● **WHAT YOU HAVE TO DO**
In your copy of the listing below, reproduce each word exactly and include no pictures.

------------------------------------------------

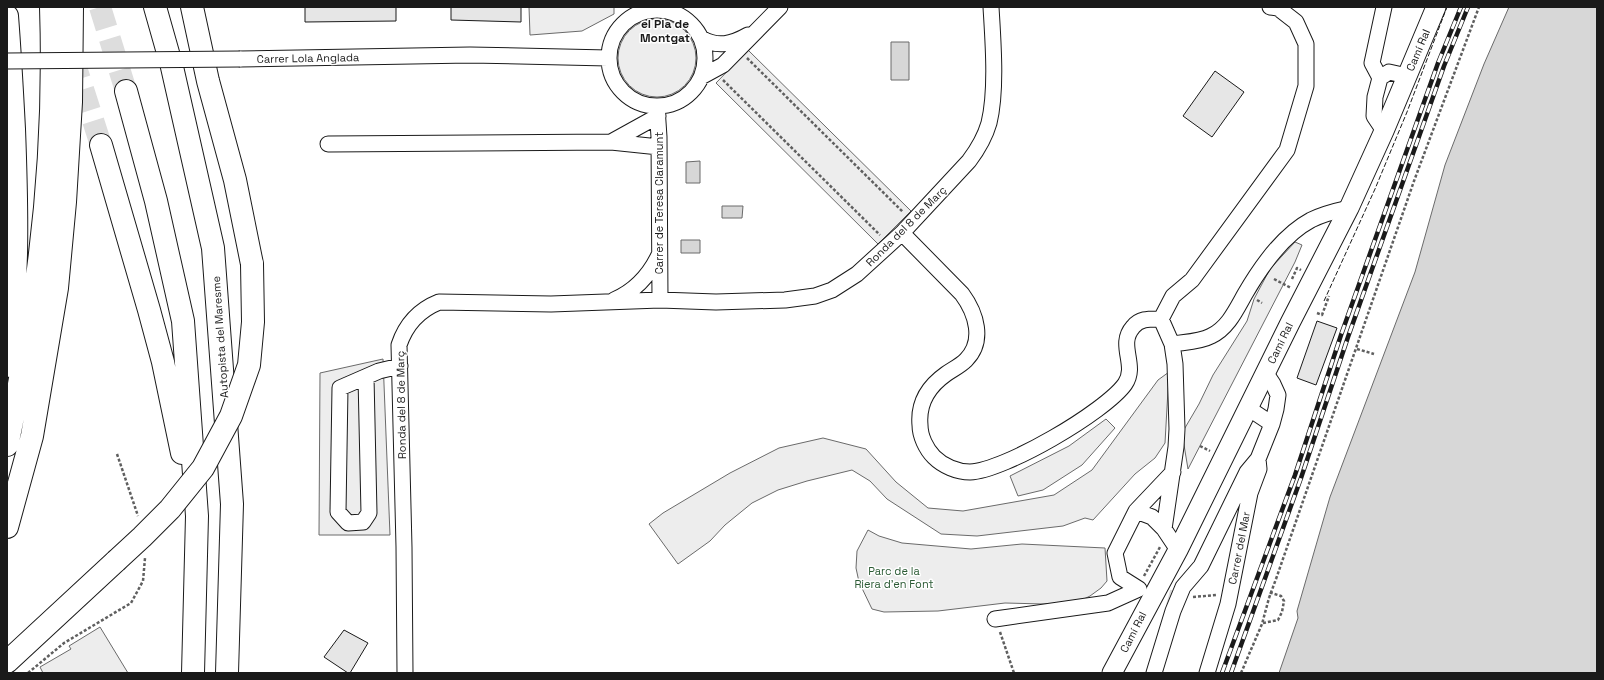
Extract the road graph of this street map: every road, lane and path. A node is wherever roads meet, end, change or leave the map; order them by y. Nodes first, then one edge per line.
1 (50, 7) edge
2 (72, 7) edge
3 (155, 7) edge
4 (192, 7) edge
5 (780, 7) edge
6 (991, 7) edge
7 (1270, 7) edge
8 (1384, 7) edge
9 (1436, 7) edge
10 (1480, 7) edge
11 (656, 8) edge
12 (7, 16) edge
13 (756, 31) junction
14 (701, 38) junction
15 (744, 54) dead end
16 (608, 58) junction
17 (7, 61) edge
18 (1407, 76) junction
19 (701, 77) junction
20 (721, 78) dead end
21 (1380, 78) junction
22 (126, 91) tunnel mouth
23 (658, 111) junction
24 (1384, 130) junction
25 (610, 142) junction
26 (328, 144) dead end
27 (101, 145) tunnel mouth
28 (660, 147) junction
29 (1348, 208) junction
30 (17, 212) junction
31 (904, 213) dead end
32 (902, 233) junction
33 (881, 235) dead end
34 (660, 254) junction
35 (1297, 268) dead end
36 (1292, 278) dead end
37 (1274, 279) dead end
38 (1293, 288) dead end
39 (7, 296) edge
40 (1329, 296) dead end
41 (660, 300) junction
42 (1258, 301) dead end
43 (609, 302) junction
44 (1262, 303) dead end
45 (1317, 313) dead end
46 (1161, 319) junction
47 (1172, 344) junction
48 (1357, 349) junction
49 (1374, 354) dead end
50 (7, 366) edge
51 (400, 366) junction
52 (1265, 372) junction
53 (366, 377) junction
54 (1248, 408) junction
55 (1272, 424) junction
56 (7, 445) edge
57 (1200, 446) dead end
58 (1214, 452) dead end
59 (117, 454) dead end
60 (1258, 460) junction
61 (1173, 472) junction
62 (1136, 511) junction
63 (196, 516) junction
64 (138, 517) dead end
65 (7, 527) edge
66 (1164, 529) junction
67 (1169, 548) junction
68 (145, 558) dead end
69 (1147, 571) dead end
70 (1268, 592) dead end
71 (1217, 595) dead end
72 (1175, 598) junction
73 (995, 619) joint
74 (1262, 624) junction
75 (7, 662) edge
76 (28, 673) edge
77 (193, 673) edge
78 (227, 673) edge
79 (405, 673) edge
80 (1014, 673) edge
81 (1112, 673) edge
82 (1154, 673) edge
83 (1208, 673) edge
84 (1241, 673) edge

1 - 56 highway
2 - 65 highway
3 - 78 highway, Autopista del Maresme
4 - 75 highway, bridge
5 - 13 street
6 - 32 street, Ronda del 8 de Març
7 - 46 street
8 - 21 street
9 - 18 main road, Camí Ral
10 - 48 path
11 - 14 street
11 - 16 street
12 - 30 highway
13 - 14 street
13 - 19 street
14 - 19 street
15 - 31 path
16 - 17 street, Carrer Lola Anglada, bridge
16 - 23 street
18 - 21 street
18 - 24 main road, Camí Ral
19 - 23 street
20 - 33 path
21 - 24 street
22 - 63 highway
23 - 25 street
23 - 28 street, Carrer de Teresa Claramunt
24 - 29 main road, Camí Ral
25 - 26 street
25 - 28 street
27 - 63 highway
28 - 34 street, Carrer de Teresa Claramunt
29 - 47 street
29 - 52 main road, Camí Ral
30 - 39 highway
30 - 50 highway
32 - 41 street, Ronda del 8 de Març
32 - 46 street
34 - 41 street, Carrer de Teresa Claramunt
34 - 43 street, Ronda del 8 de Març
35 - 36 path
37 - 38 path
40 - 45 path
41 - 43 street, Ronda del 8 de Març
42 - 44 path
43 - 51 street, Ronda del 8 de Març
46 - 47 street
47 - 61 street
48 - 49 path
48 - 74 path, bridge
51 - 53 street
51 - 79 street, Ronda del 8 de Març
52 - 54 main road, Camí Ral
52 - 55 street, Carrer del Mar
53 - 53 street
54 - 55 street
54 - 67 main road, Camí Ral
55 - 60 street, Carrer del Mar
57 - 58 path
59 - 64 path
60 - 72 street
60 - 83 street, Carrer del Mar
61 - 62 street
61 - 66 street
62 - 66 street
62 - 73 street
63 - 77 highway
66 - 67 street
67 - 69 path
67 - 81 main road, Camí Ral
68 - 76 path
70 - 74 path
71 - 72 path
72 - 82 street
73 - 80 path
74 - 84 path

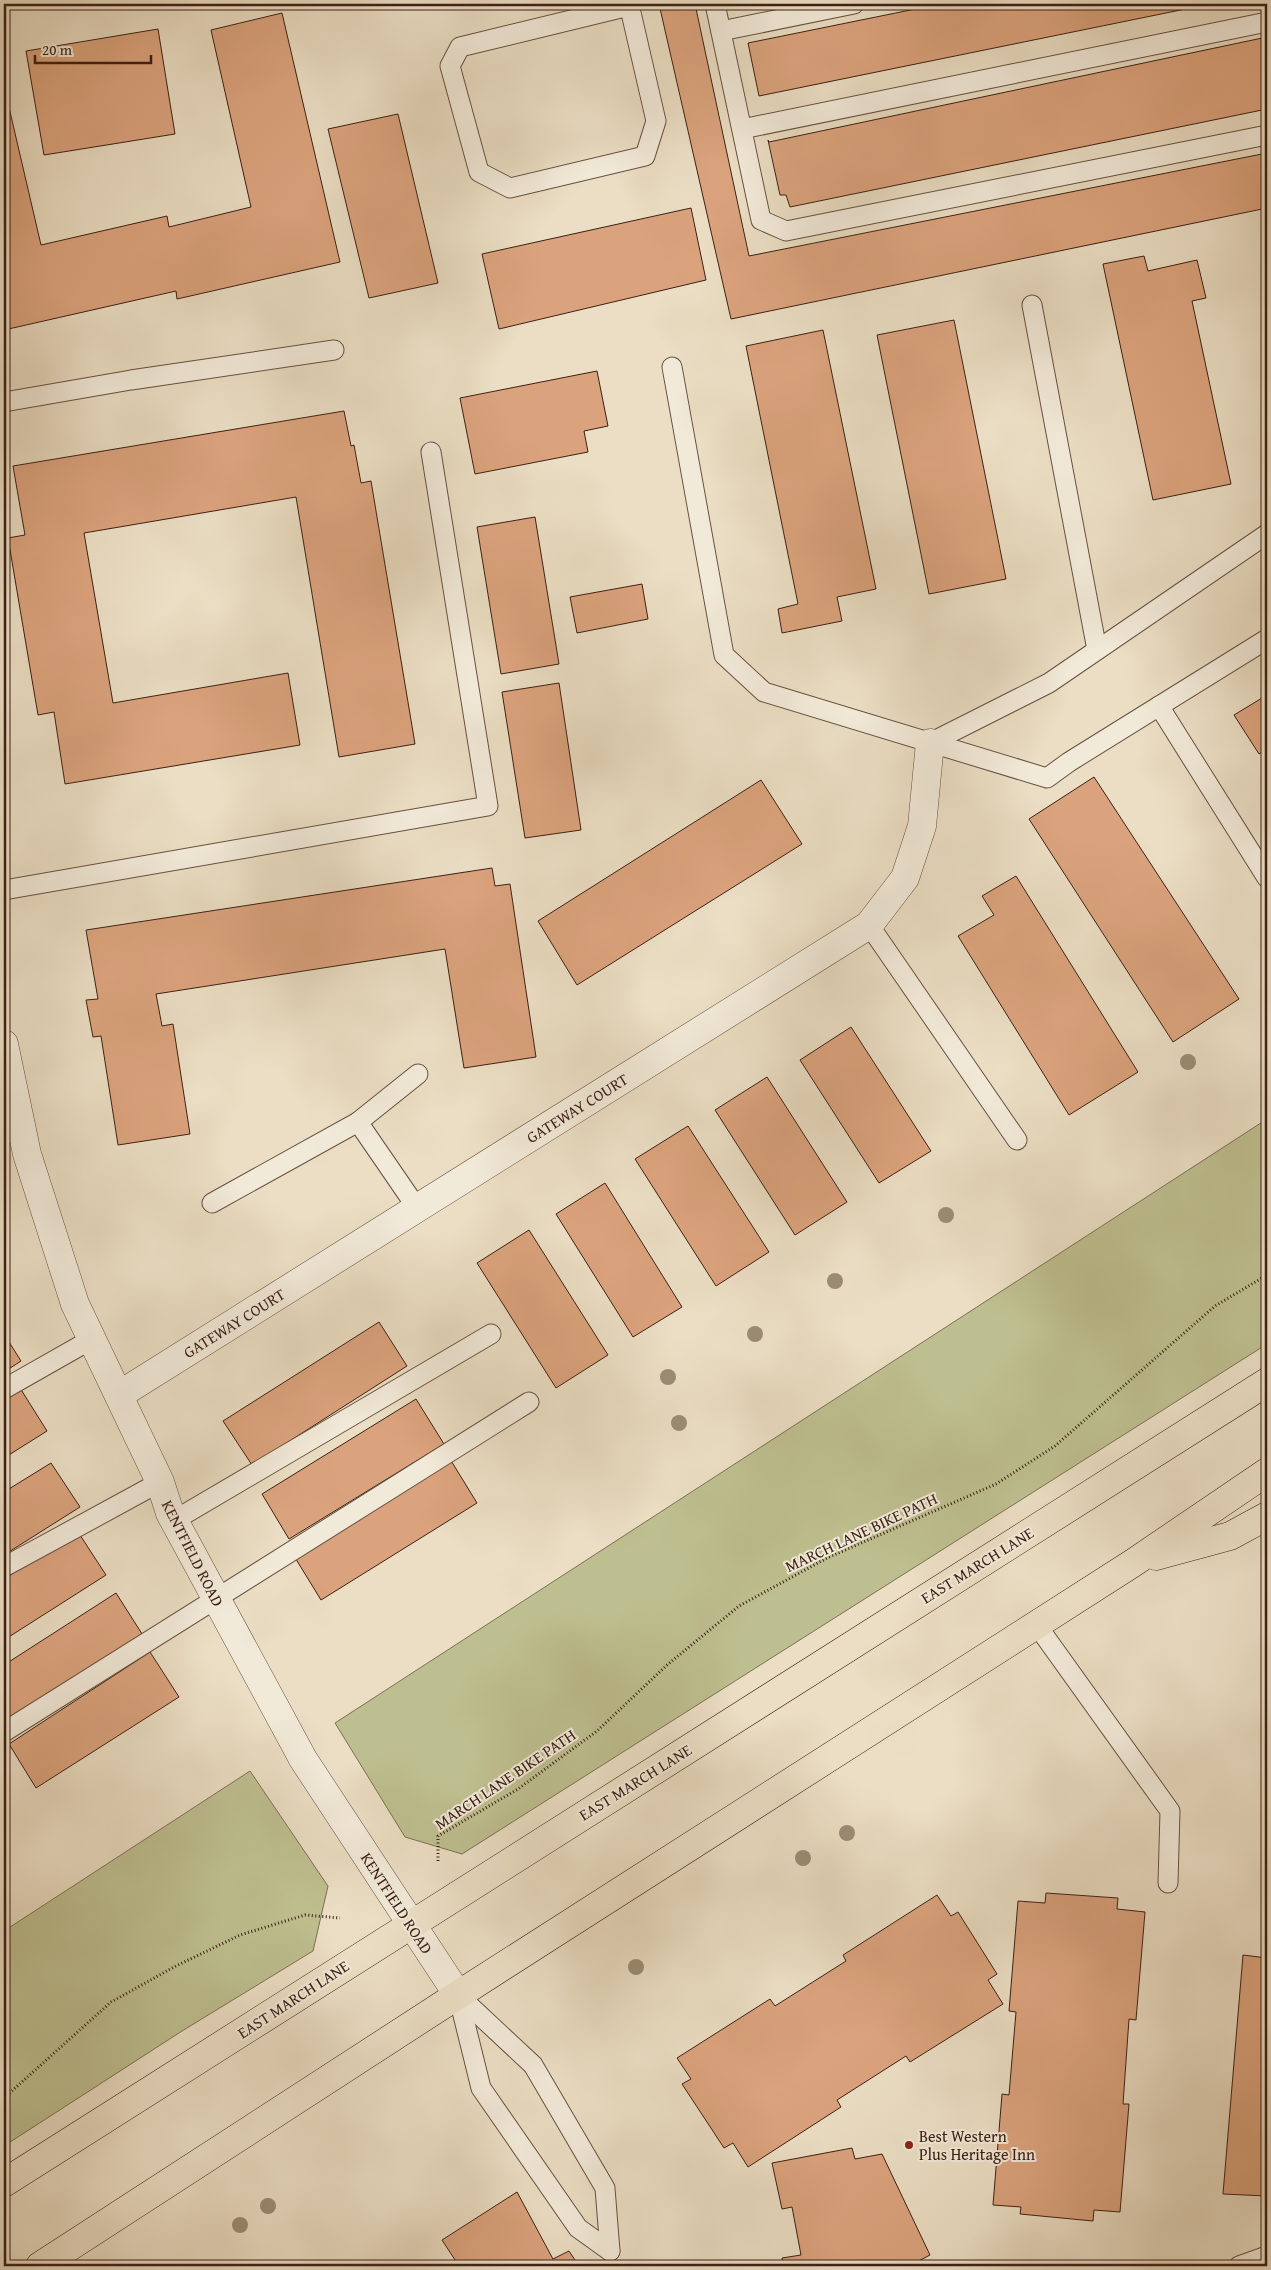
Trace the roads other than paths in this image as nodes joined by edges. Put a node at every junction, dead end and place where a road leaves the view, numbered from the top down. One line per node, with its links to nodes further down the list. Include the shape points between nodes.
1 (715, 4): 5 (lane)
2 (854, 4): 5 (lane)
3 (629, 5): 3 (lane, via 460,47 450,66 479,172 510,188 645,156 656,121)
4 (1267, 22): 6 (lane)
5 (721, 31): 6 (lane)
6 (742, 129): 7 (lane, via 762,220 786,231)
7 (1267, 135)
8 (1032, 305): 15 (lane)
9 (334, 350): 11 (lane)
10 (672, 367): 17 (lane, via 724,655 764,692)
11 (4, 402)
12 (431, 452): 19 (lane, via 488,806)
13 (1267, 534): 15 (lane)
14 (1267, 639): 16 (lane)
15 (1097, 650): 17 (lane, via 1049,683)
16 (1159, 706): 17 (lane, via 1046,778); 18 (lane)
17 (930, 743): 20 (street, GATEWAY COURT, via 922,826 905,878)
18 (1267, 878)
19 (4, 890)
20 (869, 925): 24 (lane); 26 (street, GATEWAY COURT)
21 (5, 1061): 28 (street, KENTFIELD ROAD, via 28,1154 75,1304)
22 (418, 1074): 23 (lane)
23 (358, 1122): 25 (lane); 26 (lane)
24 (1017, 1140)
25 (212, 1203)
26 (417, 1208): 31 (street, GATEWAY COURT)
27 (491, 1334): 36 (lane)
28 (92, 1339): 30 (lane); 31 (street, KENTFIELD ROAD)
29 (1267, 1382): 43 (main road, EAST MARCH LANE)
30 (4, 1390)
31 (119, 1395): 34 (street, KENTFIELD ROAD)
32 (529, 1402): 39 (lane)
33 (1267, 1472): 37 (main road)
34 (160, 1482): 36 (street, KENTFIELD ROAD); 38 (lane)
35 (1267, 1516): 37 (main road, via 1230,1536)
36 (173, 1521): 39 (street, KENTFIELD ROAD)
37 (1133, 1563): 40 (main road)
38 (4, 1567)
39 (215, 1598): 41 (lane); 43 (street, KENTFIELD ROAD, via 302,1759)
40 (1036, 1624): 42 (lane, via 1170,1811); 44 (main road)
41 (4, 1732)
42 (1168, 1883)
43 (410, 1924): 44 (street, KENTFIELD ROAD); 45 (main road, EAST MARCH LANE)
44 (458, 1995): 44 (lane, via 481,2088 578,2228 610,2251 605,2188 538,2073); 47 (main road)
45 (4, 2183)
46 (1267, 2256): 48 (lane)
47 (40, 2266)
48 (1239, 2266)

------------------------------------------------

● **EXERCISE RESULT**
Extract the road graph of this street map: every road, lane and path. A node is wherever roads meet, end, change or leave the map; order them by y. Nodes first, then one edge per line.
1 (50, 7) edge
2 (72, 7) edge
3 (155, 7) edge
4 (192, 7) edge
5 (780, 7) edge
6 (991, 7) edge
7 (1270, 7) edge
8 (1384, 7) edge
9 (1436, 7) edge
10 (1480, 7) edge
11 (656, 8) edge
12 (7, 16) edge
13 (756, 31) junction
14 (701, 38) junction
15 (744, 54) dead end
16 (608, 58) junction
17 (7, 61) edge
18 (1407, 76) junction
19 (701, 77) junction
20 (721, 78) dead end
21 (1380, 78) junction
22 (126, 91) tunnel mouth
23 (658, 111) junction
24 (1384, 130) junction
25 (610, 142) junction
26 (328, 144) dead end
27 (101, 145) tunnel mouth
28 (660, 147) junction
29 (1348, 208) junction
30 (17, 212) junction
31 (904, 213) dead end
32 (902, 233) junction
33 (881, 235) dead end
34 (660, 254) junction
35 (1297, 268) dead end
36 (1292, 278) dead end
37 (1274, 279) dead end
38 (1293, 288) dead end
39 (7, 296) edge
40 (1329, 296) dead end
41 (660, 300) junction
42 (1258, 301) dead end
43 (609, 302) junction
44 (1262, 303) dead end
45 (1317, 313) dead end
46 (1161, 319) junction
47 (1172, 344) junction
48 (1357, 349) junction
49 (1374, 354) dead end
50 (7, 366) edge
51 (400, 366) junction
52 (1265, 372) junction
53 (366, 377) junction
54 (1248, 408) junction
55 (1272, 424) junction
56 (7, 445) edge
57 (1200, 446) dead end
58 (1214, 452) dead end
59 (117, 454) dead end
60 (1258, 460) junction
61 (1173, 472) junction
62 (1136, 511) junction
63 (196, 516) junction
64 (138, 517) dead end
65 (7, 527) edge
66 (1164, 529) junction
67 (1169, 548) junction
68 (145, 558) dead end
69 (1147, 571) dead end
70 (1268, 592) dead end
71 (1217, 595) dead end
72 (1175, 598) junction
73 (995, 619) joint
74 (1262, 624) junction
75 (7, 662) edge
76 (28, 673) edge
77 (193, 673) edge
78 (227, 673) edge
79 (405, 673) edge
80 (1014, 673) edge
81 (1112, 673) edge
82 (1154, 673) edge
83 (1208, 673) edge
84 (1241, 673) edge

1 - 56 highway
2 - 65 highway
3 - 78 highway, Autopista del Maresme
4 - 75 highway, bridge
5 - 13 street
6 - 32 street, Ronda del 8 de Març
7 - 46 street
8 - 21 street
9 - 18 main road, Camí Ral
10 - 48 path
11 - 14 street
11 - 16 street
12 - 30 highway
13 - 14 street
13 - 19 street
14 - 19 street
15 - 31 path
16 - 17 street, Carrer Lola Anglada, bridge
16 - 23 street
18 - 21 street
18 - 24 main road, Camí Ral
19 - 23 street
20 - 33 path
21 - 24 street
22 - 63 highway
23 - 25 street
23 - 28 street, Carrer de Teresa Claramunt
24 - 29 main road, Camí Ral
25 - 26 street
25 - 28 street
27 - 63 highway
28 - 34 street, Carrer de Teresa Claramunt
29 - 47 street
29 - 52 main road, Camí Ral
30 - 39 highway
30 - 50 highway
32 - 41 street, Ronda del 8 de Març
32 - 46 street
34 - 41 street, Carrer de Teresa Claramunt
34 - 43 street, Ronda del 8 de Març
35 - 36 path
37 - 38 path
40 - 45 path
41 - 43 street, Ronda del 8 de Març
42 - 44 path
43 - 51 street, Ronda del 8 de Març
46 - 47 street
47 - 61 street
48 - 49 path
48 - 74 path, bridge
51 - 53 street
51 - 79 street, Ronda del 8 de Març
52 - 54 main road, Camí Ral
52 - 55 street, Carrer del Mar
53 - 53 street
54 - 55 street
54 - 67 main road, Camí Ral
55 - 60 street, Carrer del Mar
57 - 58 path
59 - 64 path
60 - 72 street
60 - 83 street, Carrer del Mar
61 - 62 street
61 - 66 street
62 - 66 street
62 - 73 street
63 - 77 highway
66 - 67 street
67 - 69 path
67 - 81 main road, Camí Ral
68 - 76 path
70 - 74 path
71 - 72 path
72 - 82 street
73 - 80 path
74 - 84 path

Trace the roads other than paths in this image as nodes joined by edges. Put a node at every junction, dead end and place where a road leaves the view, numbered from the top down. One line per node, with its links to nodes further down the list. Include the shape points between nodes.
1 (715, 4): 5 (lane)
2 (854, 4): 5 (lane)
3 (629, 5): 3 (lane, via 460,47 450,66 479,172 510,188 645,156 656,121)
4 (1267, 22): 6 (lane)
5 (721, 31): 6 (lane)
6 (742, 129): 7 (lane, via 762,220 786,231)
7 (1267, 135)
8 (1032, 305): 15 (lane)
9 (334, 350): 11 (lane)
10 (672, 367): 17 (lane, via 724,655 764,692)
11 (4, 402)
12 (431, 452): 19 (lane, via 488,806)
13 (1267, 534): 15 (lane)
14 (1267, 639): 16 (lane)
15 (1097, 650): 17 (lane, via 1049,683)
16 (1159, 706): 17 (lane, via 1046,778); 18 (lane)
17 (930, 743): 20 (street, GATEWAY COURT, via 922,826 905,878)
18 (1267, 878)
19 (4, 890)
20 (869, 925): 24 (lane); 26 (street, GATEWAY COURT)
21 (5, 1061): 28 (street, KENTFIELD ROAD, via 28,1154 75,1304)
22 (418, 1074): 23 (lane)
23 (358, 1122): 25 (lane); 26 (lane)
24 (1017, 1140)
25 (212, 1203)
26 (417, 1208): 31 (street, GATEWAY COURT)
27 (491, 1334): 36 (lane)
28 (92, 1339): 30 (lane); 31 (street, KENTFIELD ROAD)
29 (1267, 1382): 43 (main road, EAST MARCH LANE)
30 (4, 1390)
31 (119, 1395): 34 (street, KENTFIELD ROAD)
32 (529, 1402): 39 (lane)
33 (1267, 1472): 37 (main road)
34 (160, 1482): 36 (street, KENTFIELD ROAD); 38 (lane)
35 (1267, 1516): 37 (main road, via 1230,1536)
36 (173, 1521): 39 (street, KENTFIELD ROAD)
37 (1133, 1563): 40 (main road)
38 (4, 1567)
39 (215, 1598): 41 (lane); 43 (street, KENTFIELD ROAD, via 302,1759)
40 (1036, 1624): 42 (lane, via 1170,1811); 44 (main road)
41 (4, 1732)
42 (1168, 1883)
43 (410, 1924): 44 (street, KENTFIELD ROAD); 45 (main road, EAST MARCH LANE)
44 (458, 1995): 44 (lane, via 481,2088 578,2228 610,2251 605,2188 538,2073); 47 (main road)
45 (4, 2183)
46 (1267, 2256): 48 (lane)
47 (40, 2266)
48 (1239, 2266)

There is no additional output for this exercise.